Luckily, while working from home, he had developed a new obsession: watching retirement planners. He quickly realized that his frugal life and smart investments had paid off.
At the end of July, a few months before his 55th birthday, Hébert retired after 28 years of career at the university. He is now preparing to move to North Carolina.
“I had two really wonderful things to choose from and I went with the one that seemed like the best choice,” he says.
Financial security has pushed older workers into retirement
Even though many Americans have returned to work over the past year, making up for most of the pandemic’s workforce losses, a significant number of older workers are choosing to stay away.
In September, the share of people 55 and older who were working or looking for work was down 1.5 percentage points from February 2020, according to the Labor Department. (For comparison, prime-age workers, or those aged 25 to 54, were down just 0.3 percentage points from before the pandemic.)
Several complex demographic factors contribute to this decline.
There are also more easily explained reasons. During the pandemic, many older workers have had time to rethink their priorities. And until the last few months, the pandemic had done them good, financially.
“I realized at some point that there was enough money there. If I worked for another five years, the only result would be that I would die with more money in the bank,” Hebert says.

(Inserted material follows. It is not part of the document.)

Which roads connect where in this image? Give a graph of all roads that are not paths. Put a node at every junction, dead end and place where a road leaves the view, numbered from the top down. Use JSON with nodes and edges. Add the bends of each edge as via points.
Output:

Lauren Bauer, an economics fellow at the Brookings Institution, found that college-educated older workers, in particular, now have choices.
“One of the reasons we’ve seen older workers feel empowered to leave the workforce during COVID is that their balance sheets were good,” she says.

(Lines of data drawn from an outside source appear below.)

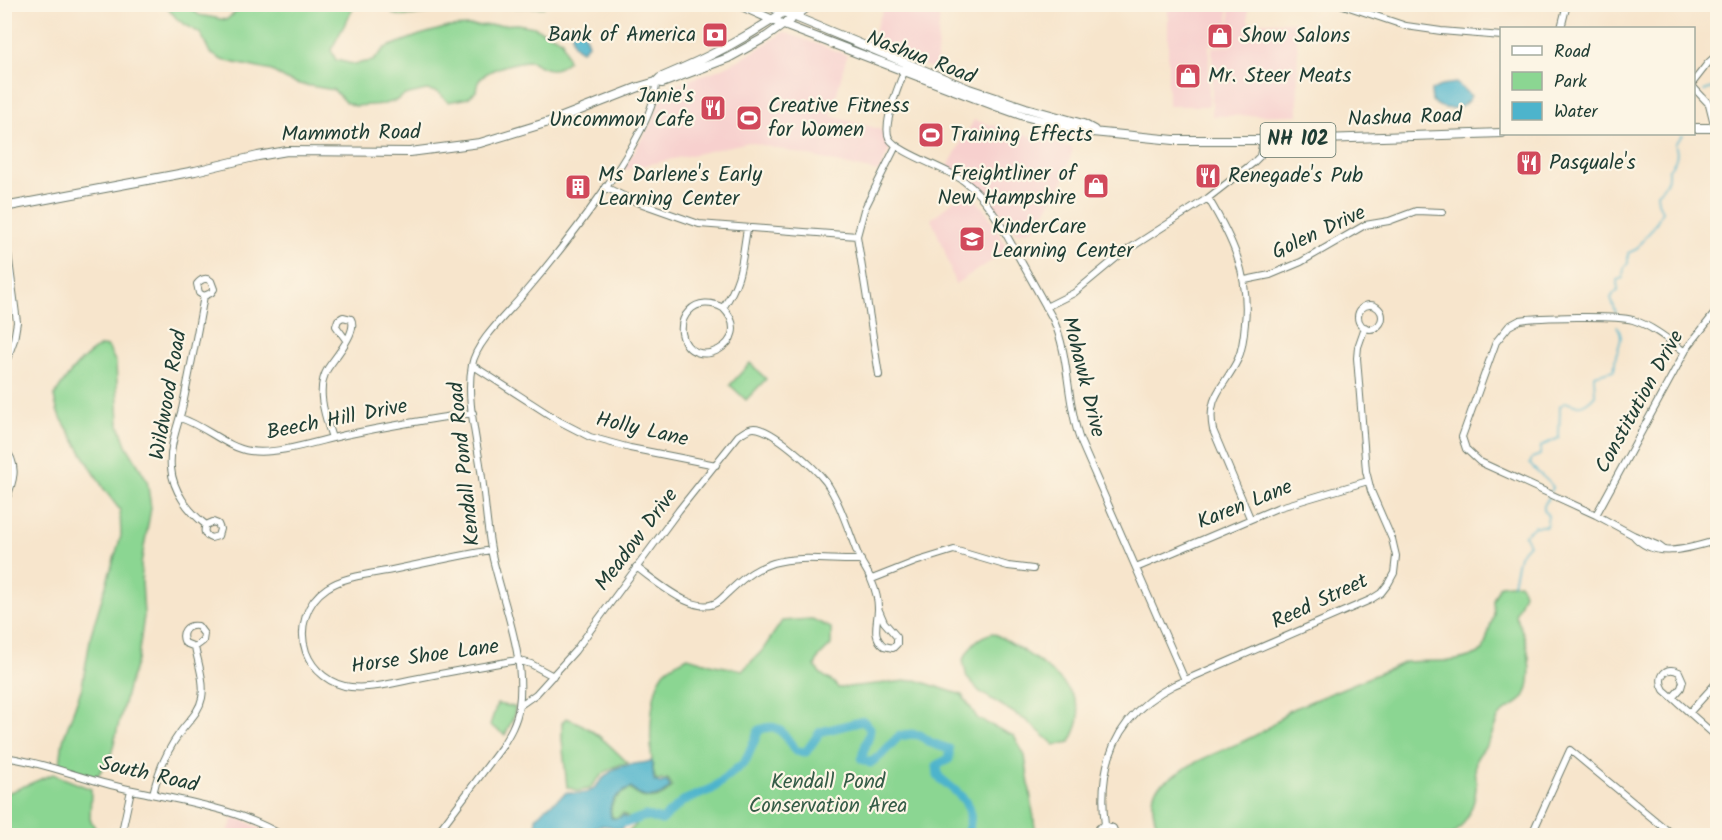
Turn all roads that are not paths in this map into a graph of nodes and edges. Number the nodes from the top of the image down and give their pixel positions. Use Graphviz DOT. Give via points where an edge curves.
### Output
graph roads {
  1 [pos="737,4"];
  2 [pos="764,4"];
  3 [pos="795,4"];
  4 [pos="812,4"];
  5 [pos="1340,4"];
  6 [pos="1567,4"];
  7 [pos="784,12"];
  8 [pos="794,18"];
  9 [pos="773,20"];
  10 [pos="784,25"];
  11 [pos="1561,27"];
  12 [pos="1500,36"];
  13 [pos="1718,54"];
  14 [pos="905,68"];
  15 [pos="1695,80"];
  16 [pos="656,82"];
  17 [pos="1695,89"];
  18 [pos="1695,128"];
  19 [pos="1716,128"];
  20 [pos="1500,133"];
  21 [pos="1263,140"];
  22 [pos="896,146"];
  23 [pos="605,187"];
  24 [pos="1208,198"];
  25 [pos="4,207"];
  26 [pos="1442,212"];
  27 [pos="4,222"];
  28 [pos="747,229"];
  29 [pos="857,236"];
  30 [pos="1245,280"];
  31 [pos="204,296"];
  32 [pos="1046,307"];
  33 [pos="723,308"];
  34 [pos="1718,309"];
  35 [pos="1365,327"];
  36 [pos="346,340"];
  37 [pos="1685,352"];
  38 [pos="472,365"];
  39 [pos="4,368"];
  40 [pos="879,375"];
  41 [pos="473,413"];
  42 [pos="180,418"];
  43 [pos="332,438"];
  44 [pos="4,448"];
  45 [pos="716,465"];
  46 [pos="1368,481"];
  47 [pos="4,505"];
  48 [pos="1596,515"];
  49 [pos="1250,518"];
  50 [pos="206,525"];
  51 [pos="1718,540"];
  52 [pos="491,550"];
  53 [pos="861,560"];
  54 [pos="636,567"];
  55 [pos="1136,568"];
  56 [pos="1033,569"];
  57 [pos="872,579"];
  58 [pos="878,608"];
  59 [pos="195,647"];
  60 [pos="517,660"];
  61 [pos="553,676"];
  62 [pos="1185,680"];
  63 [pos="1718,681"];
  64 [pos="1673,697"];
  65 [pos="519,706"];
  66 [pos="1690,712"];
  67 [pos="1718,738"];
  68 [pos="4,757"];
  69 [pos="131,790"];
  70 [pos="153,794"];
  71 [pos="1105,825"];
  72 [pos="121,836"];
  73 [pos="283,836"];
  74 [pos="435,836"];
  75 [pos="1096,836"];
  76 [pos="1116,836"];
  77 [pos="1531,836"];
  78 [pos="1674,836"];
  1 -- 9 [label="main road, Nashua Road / NH 102"];
  2 -- 7 [label="main road, Nashua Road / NH 102"];
  3 -- 7 [label="main road, Mammoth Road"];
  4 -- 8 [label="main road, Mammoth Road"];
  5 -- 12 [label="street" via="1406,26"];
  6 -- 11 [label="street"];
  7 -- 8 [label="main road, Nashua Road / NH 102"];
  7 -- 9 [label="main road, Mammoth Road"];
  8 -- 10 [label="main road, Mammoth Road"];
  8 -- 14 [label="main road, Nashua Road / NH 102"];
  9 -- 10 [label="main road, Nashua Road / NH 102"];
  9 -- 16 [label="main road, Mammoth Road" via="733,45"];
  10 -- 14 [label="main road, Nashua Road / NH 102"];
  10 -- 16 [label="main road, Mammoth Road" via="710,66"];
  13 -- 15 [label="street"];
  14 -- 21 [label="main road, Nashua Road / NH 102" via="1024,116 1082,131 1164,139"];
  14 -- 22 [label="street" via="887,127"];
  16 -- 23 [label="street, Kendall Pond Road" via="649,114"];
  16 -- 25 [label="main road, Mammoth Road" via="480,143 410,152 287,151"];
  17 -- 19 [label="street" via="1709,104"];
  18 -- 19 [label="main road"];
  20 -- 21 [label="main road, Nashua Road / NH 102"];
  21 -- 24 [label="street" via="1257,160"];
  22 -- 29 [label="street" via="864,210"];
  22 -- 32 [label="street, Mohawk Drive" via="961,179 979,194 996,215"];
  23 -- 28 [label="street" via="691,222"];
  23 -- 38 [label="street, Kendall Pond Road" via="485,340"];
  24 -- 30 [label="street" via="1234,246"];
  24 -- 32 [label="street" via="1121,254 1074,293"];
  26 -- 30 [label="street, Golen Drive" via="1416,211 1365,225 1291,267"];
  27 -- 39 [label="street" via="17,322"];
  28 -- 29 [label="street"];
  28 -- 33 [label="street" via="740,276"];
  29 -- 40 [label="street"];
  30 -- 49 [label="street" via="1247,300 1241,349 1214,396 1210,419"];
  31 -- 42 [label="street, Wildwood Road"];
  32 -- 55 [label="street, Mohawk Drive" via="1060,337 1076,429"];
  33 -- 33 [label="street" via="702,304 686,315 682,332 693,349 709,353 726,345 732,326"];
  34 -- 37 [label="street, Constitution Drive"];
  35 -- 46 [label="street, Reed Street" via="1357,363"];
  36 -- 43 [label="street" via="321,383"];
  37 -- 48 [label="street, Constitution Drive"];
  37 -- 48 [label="street" via="1648,327 1611,317 1526,319 1509,326 1493,349 1464,427 1462,441 1469,453 1480,462"];
  38 -- 41 [label="street, Kendall Pond Road"];
  38 -- 45 [label="street, Holly Lane" via="590,437"];
  41 -- 43 [label="street, Beech Hill Drive"];
  41 -- 52 [label="street, Kendall Pond Road"];
  42 -- 43 [label="street, Beech Hill Drive" via="247,451"];
  42 -- 50 [label="street, Wildwood Road" via="171,456 174,481 184,502"];
  44 -- 47 [label="street" via="12,458 15,472"];
  45 -- 53 [label="street, Meadow Drive" via="738,436 750,429 774,436 825,482"];
  45 -- 54 [label="street, Meadow Drive"];
  46 -- 49 [label="street, Karen Lane"];
  46 -- 62 [label="street, Reed Street" via="1395,550 1394,573 1385,589 1370,600"];
  48 -- 51 [label="street" via="1651,547 1682,550"];
  49 -- 55 [label="street, Karen Lane"];
  52 -- 60 [label="street, Kendall Pond Road"];
  52 -- 60 [label="street, Horse Shoe Lane" via="332,585 308,610 303,627 304,645 311,662 323,675 338,684 356,687"];
  53 -- 54 [label="street" via="772,564 740,580 711,605 686,600"];
  53 -- 57 [label="street"];
  54 -- 61 [label="street, Meadow Drive"];
  55 -- 62 [label="street, Mohawk Drive"];
  56 -- 57 [label="street" via="954,550"];
  57 -- 58 [label="street"];
  58 -- 58 [label="street" via="878,637 884,646 893,648 897,637"];
  59 -- 70 [label="street" via="201,699 167,753"];
  60 -- 61 [label="street"];
  60 -- 65 [label="street, Kendall Pond Road"];
  61 -- 65 [label="street, Meadow Drive" via="531,700"];
  62 -- 71 [label="street, Reed Street" via="1146,702 1120,731 1105,774"];
  63 -- 66 [label="street"];
  64 -- 64 [label="street" via="1683,681 1679,672 1672,669 1663,674 1660,683"];
  64 -- 66 [label="street"];
  65 -- 74 [label="street, Kendall Pond Road" via="501,748"];
  66 -- 67 [label="street"];
  68 -- 69 [label="street, South Road" via="37,762"];
  69 -- 70 [label="street, South Road"];
  69 -- 72 [label="street"];
  70 -- 73 [label="street, South Road" via="236,813"];
  71 -- 75 [label="street"];
  71 -- 76 [label="street" via="1113,828"];
  77 -- 78 [label="street" via="1570,750"];
}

Things were different for older workers after the Great Recession
The situation today is very different from what happened after the Great Recession, when the housing market crashed and many older workers couldn’t retire because they didn’t. couldn’t afford it. For years, older workers have stayed on the job, compensating for the decline of young people in the labor force.
Now things are reversed. Older people, especially those over 65 who choose not to work, are one of the main reasons the workforce has not fully recovered from the pandemic.
But Bauer says it’s not all bad news.
“I would rather people stay out of the labor market because they can retire with financial security than bring them back into the labor market because their situation has become more precarious,” she says.
Of course, these are uncertain economic times. Inflation is at 8%. The stock market crashed, sending Hébert’s investment accounts down about 20% this year.
Hébert is not too worried yet. He bought a repairman in North Carolina when interest rates were still 3% and recently put his house in Maryland on the market. Once that sells out, he thinks he’ll be able to ride out the downturn in the markets. And if not, he has a plan B.
“I could work. I could have a part-time job,” he says.
But not right now. He’s too busy planning his many retirement hobbies, including riding his motorcycle on the mountain roads of western North Carolina.